(Pose landmark coordinates)
·····

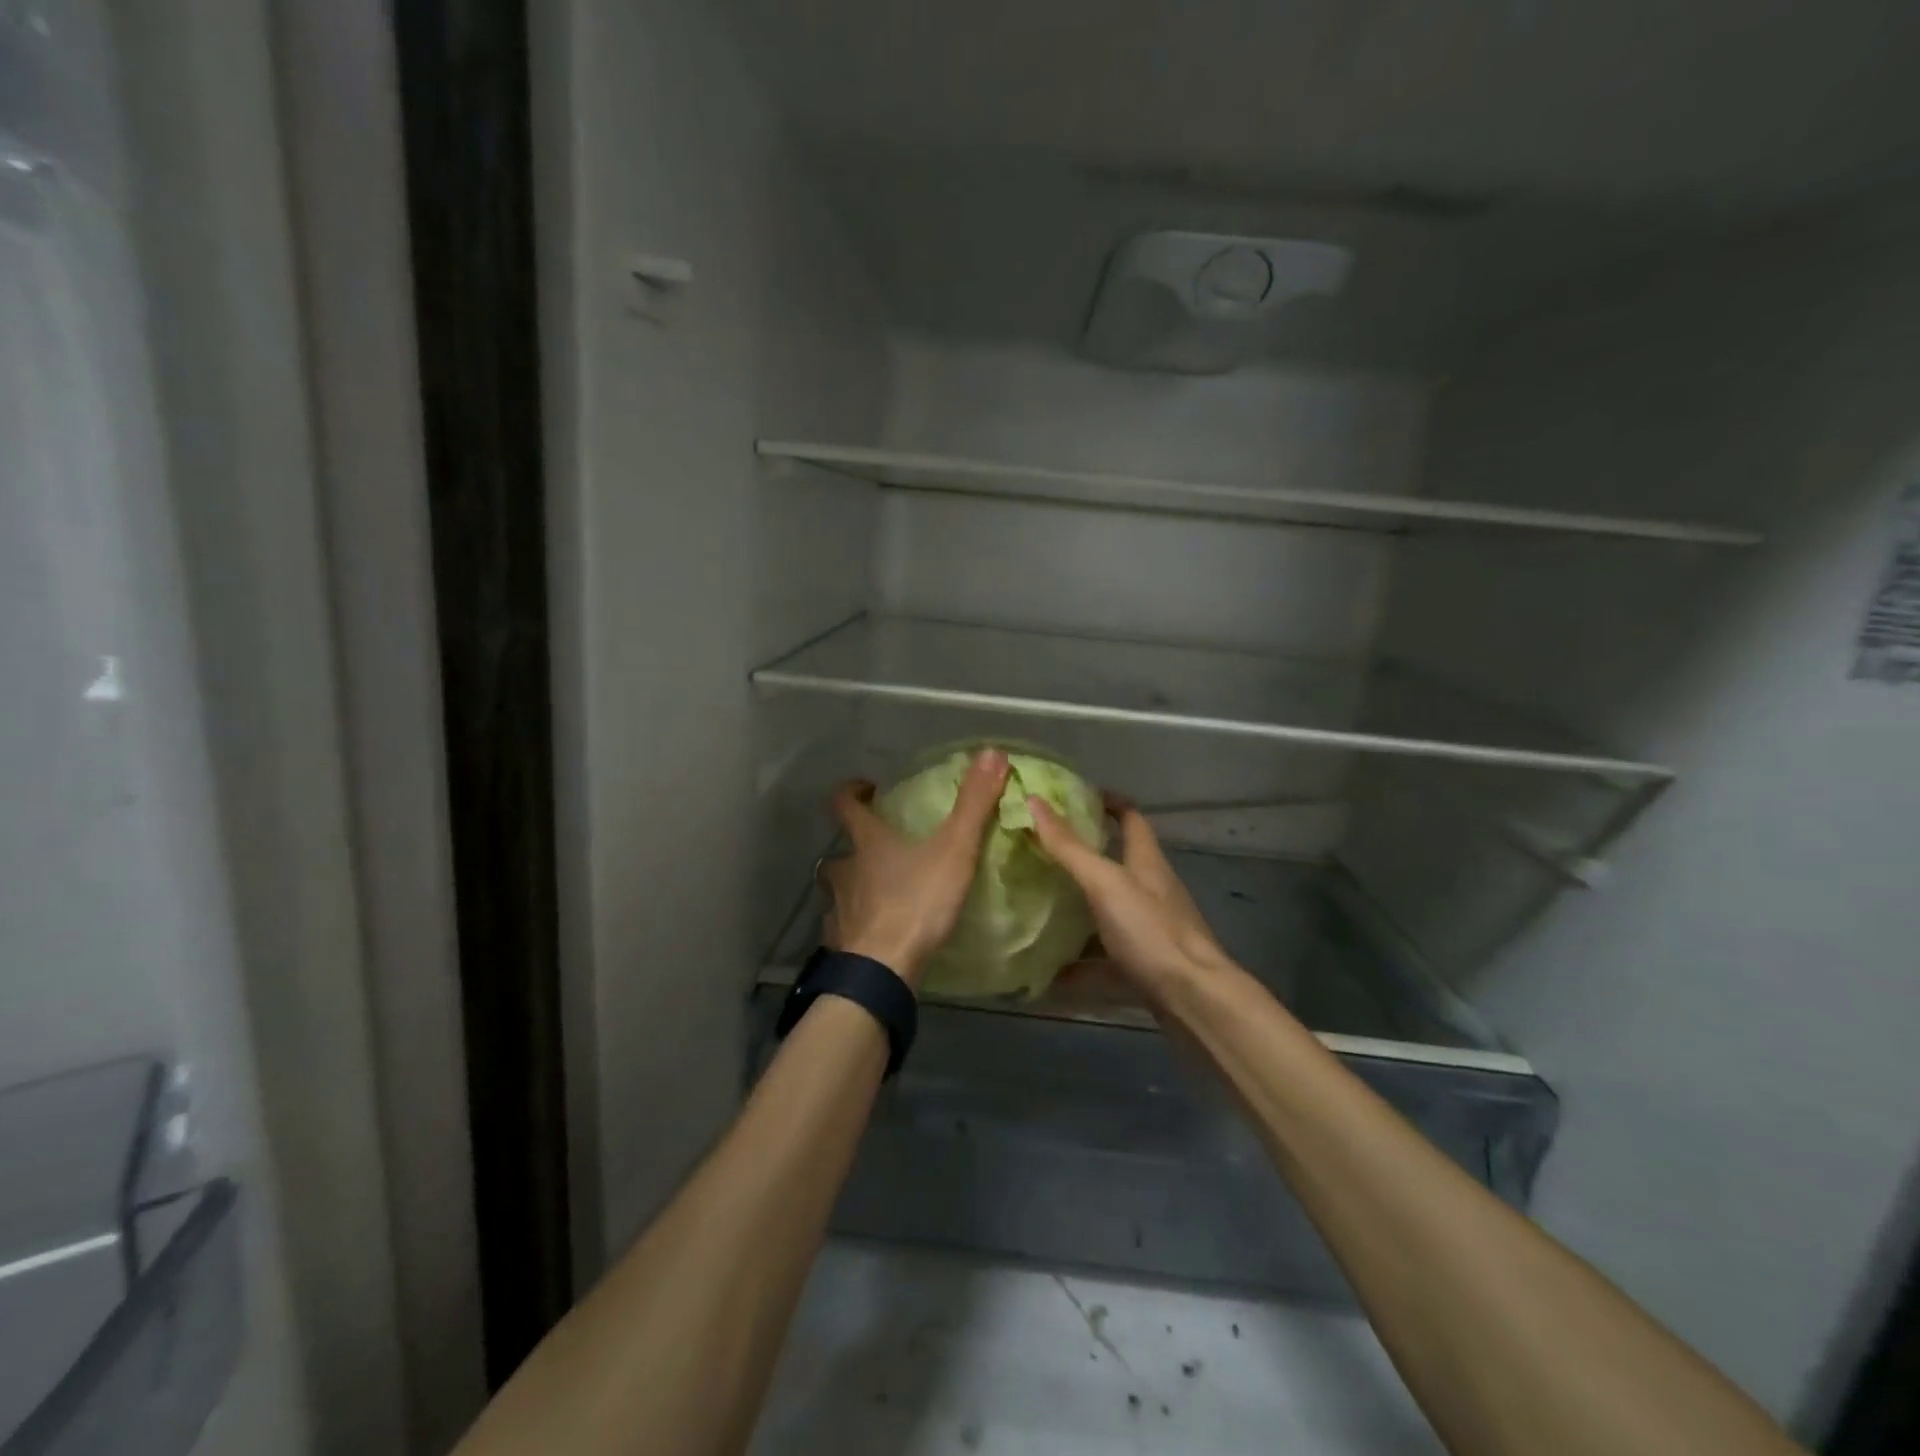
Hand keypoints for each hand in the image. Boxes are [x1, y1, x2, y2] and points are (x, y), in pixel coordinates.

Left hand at [821, 749, 1010, 986]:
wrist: (883, 970)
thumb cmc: (916, 903)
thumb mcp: (953, 850)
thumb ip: (973, 805)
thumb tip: (992, 753)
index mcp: (866, 843)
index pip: (843, 804)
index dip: (851, 791)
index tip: (866, 788)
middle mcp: (844, 871)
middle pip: (838, 850)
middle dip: (853, 847)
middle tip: (879, 849)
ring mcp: (838, 909)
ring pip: (837, 889)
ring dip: (852, 886)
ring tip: (877, 892)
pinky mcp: (840, 942)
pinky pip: (843, 927)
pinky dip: (854, 925)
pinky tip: (874, 933)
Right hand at [1028, 791, 1234, 996]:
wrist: (1194, 998)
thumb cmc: (1151, 930)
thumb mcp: (1105, 883)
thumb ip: (1069, 847)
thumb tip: (1035, 801)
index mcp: (1147, 861)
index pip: (1131, 817)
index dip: (1108, 802)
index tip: (1076, 797)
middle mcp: (1152, 888)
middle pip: (1119, 861)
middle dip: (1084, 854)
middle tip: (1043, 850)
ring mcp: (1151, 926)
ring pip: (1111, 907)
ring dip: (1080, 904)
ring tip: (1040, 902)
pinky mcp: (1146, 961)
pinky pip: (1106, 953)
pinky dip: (1081, 960)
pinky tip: (1052, 972)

·····

Try it: Take every line above carrying "thumb" and return it.

Answer to this problem:
thumb cmc: (916, 903)
thumb mcp: (953, 850)
thumb ip: (973, 805)
thumb tip: (992, 753)
thumb cmc: (1151, 930)
thumb mcp: (1105, 883)
thumb ip: (1069, 847)
thumb tip: (1035, 801)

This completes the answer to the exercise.